** Saved entries **
------------------------------------------------------------

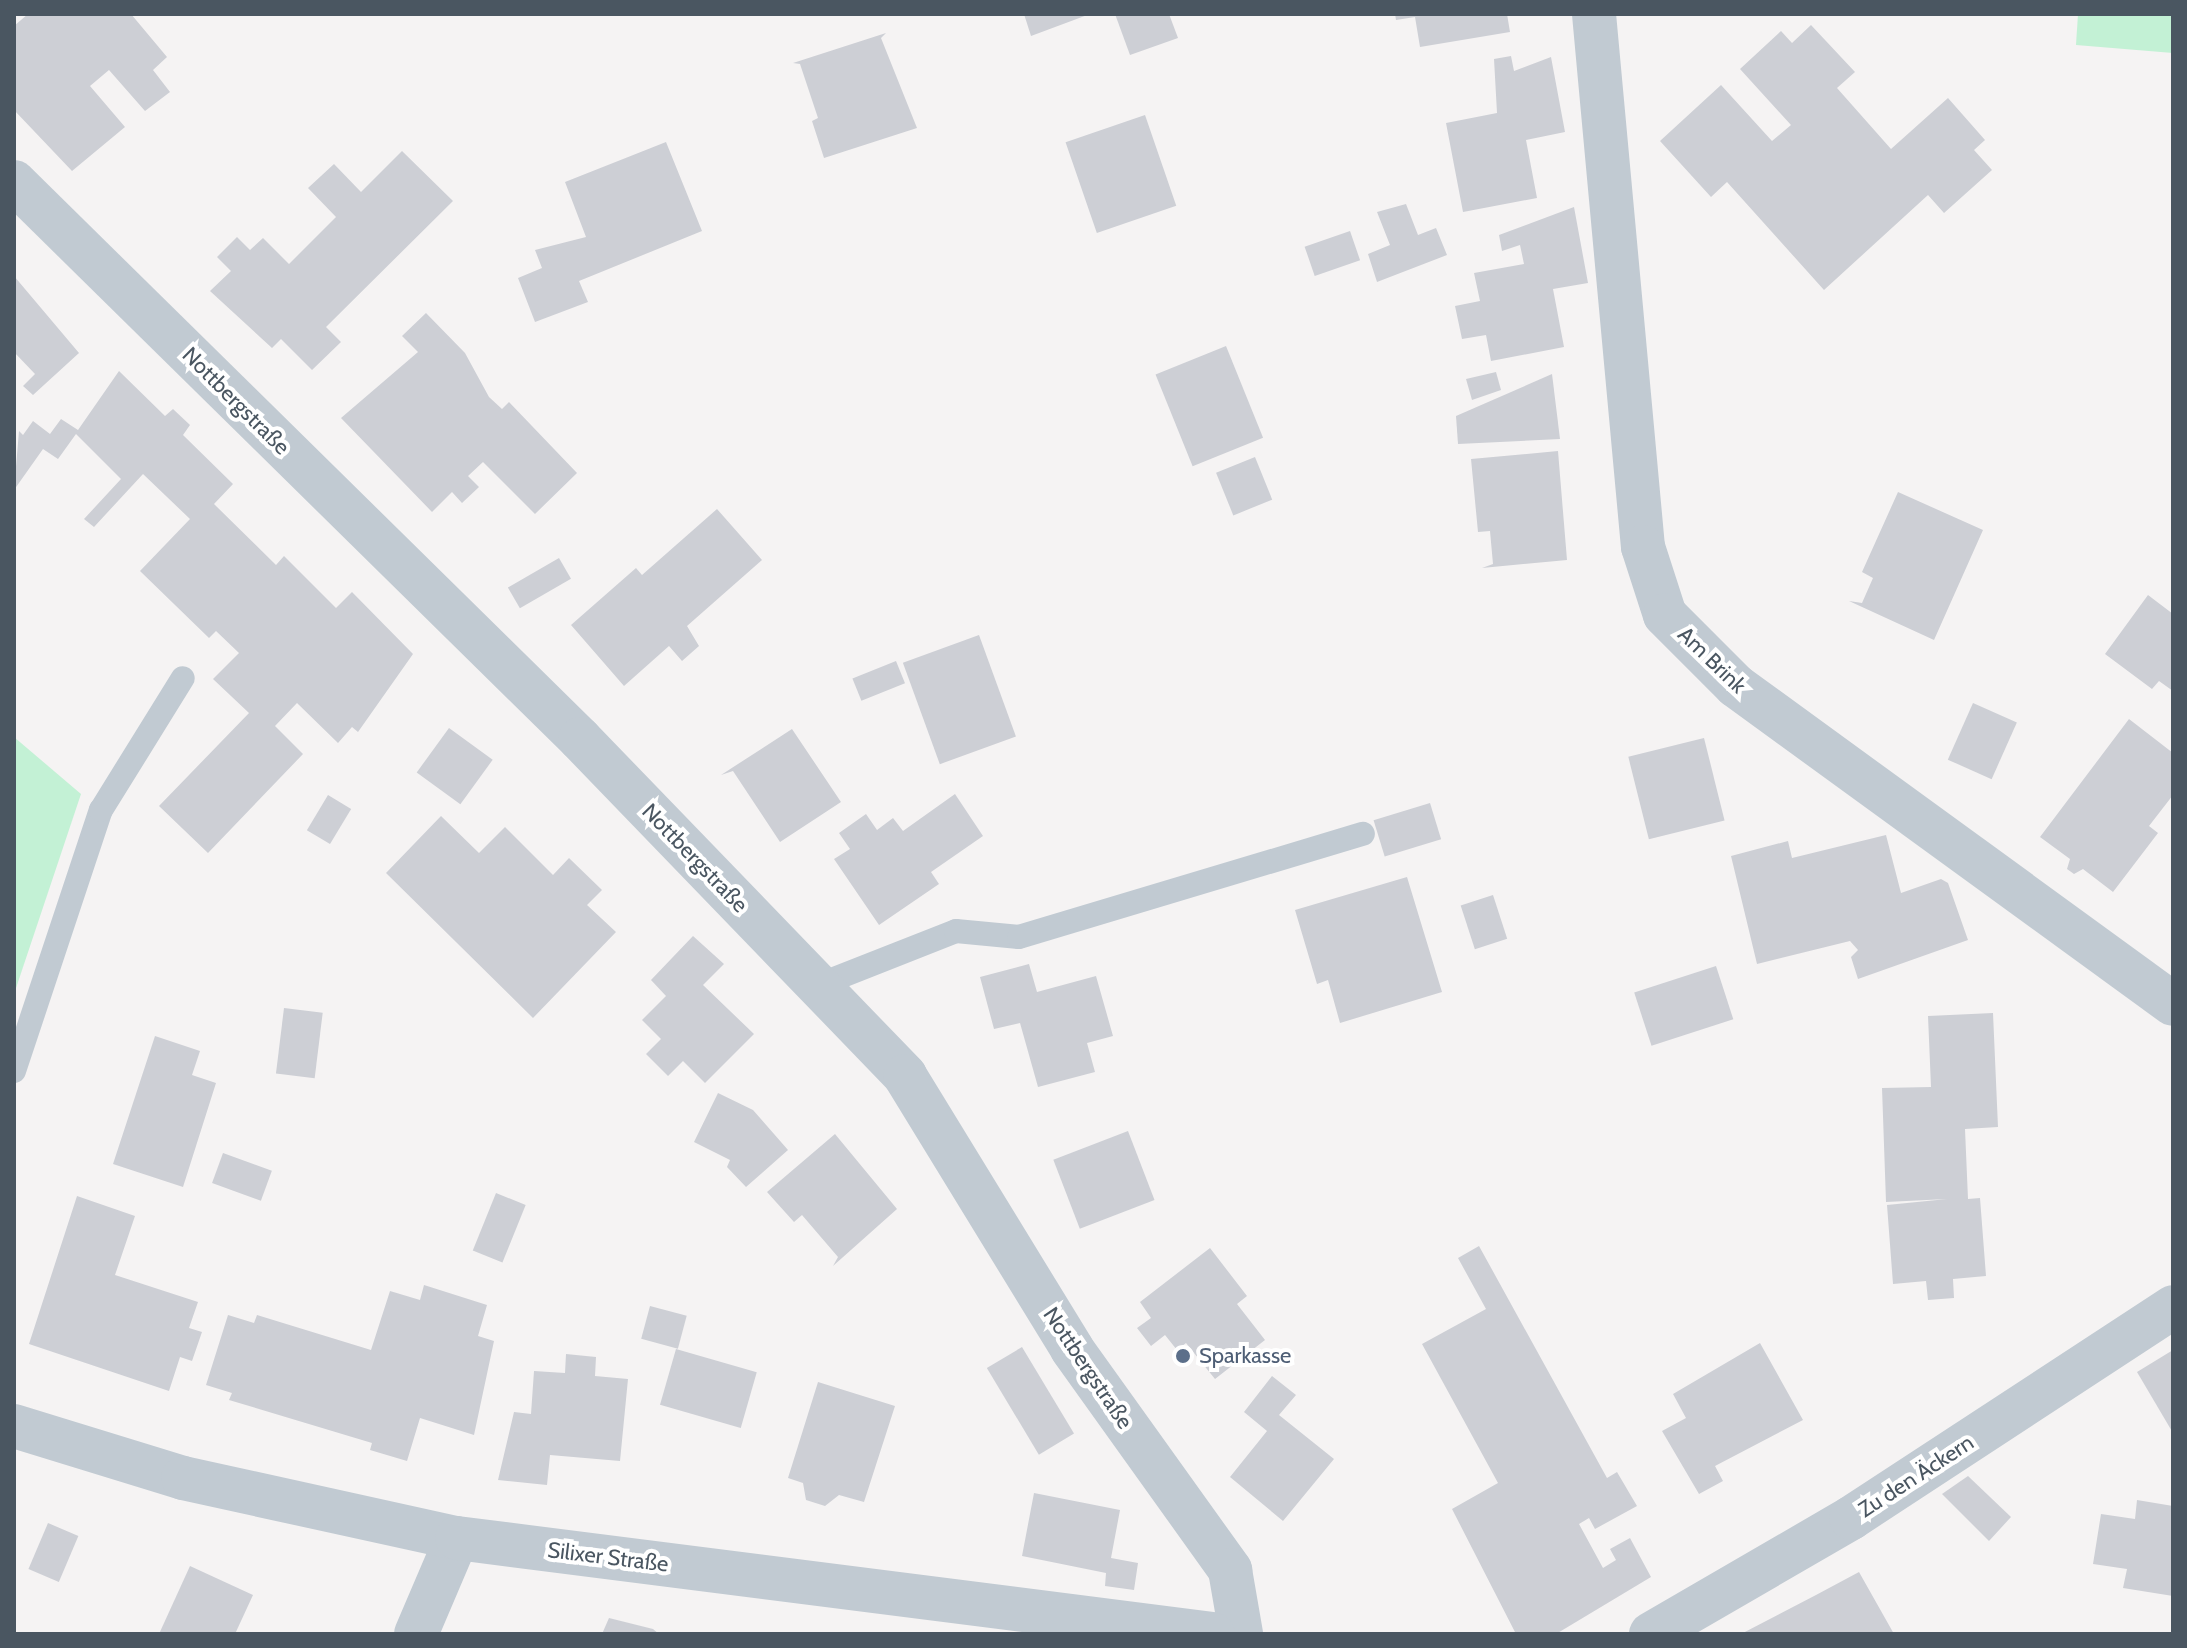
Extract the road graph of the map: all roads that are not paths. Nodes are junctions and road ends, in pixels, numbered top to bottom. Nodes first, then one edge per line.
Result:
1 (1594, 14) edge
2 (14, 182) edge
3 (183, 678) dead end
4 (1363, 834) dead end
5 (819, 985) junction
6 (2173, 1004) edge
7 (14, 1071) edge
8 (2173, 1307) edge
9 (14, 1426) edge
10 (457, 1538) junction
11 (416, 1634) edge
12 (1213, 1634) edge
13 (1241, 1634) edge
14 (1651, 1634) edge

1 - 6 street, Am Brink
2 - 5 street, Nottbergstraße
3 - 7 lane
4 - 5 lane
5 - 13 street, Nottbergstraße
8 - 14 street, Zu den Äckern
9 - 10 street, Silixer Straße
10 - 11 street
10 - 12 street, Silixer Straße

------------------------------------------------------------

** Exercise goal **
Each record, word for word, should be printed again without its pictures.

** Output for this task **
Extract the road graph of the map: all roads that are not paths. Nodes are junctions and road ends, in pixels, numbered top to bottom. Nodes first, then one edge per line.
Result:
1 (1594, 14) edge
2 (14, 182) edge
3 (183, 678) dead end
4 (1363, 834) dead end
5 (819, 985) junction
6 (2173, 1004) edge
7 (14, 1071) edge
8 (2173, 1307) edge
9 (14, 1426) edge
10 (457, 1538) junction
11 (416, 1634) edge
12 (1213, 1634) edge
13 (1241, 1634) edge
14 (1651, 1634) edge

1 - 6 street, Am Brink
2 - 5 street, Nottbergstraße
3 - 7 lane
4 - 5 lane
5 - 13 street, Nottbergstraße
8 - 14 street, Zu den Äckern
9 - 10 street, Silixer Straße
10 - 11 street
10 - 12 street, Silixer Straße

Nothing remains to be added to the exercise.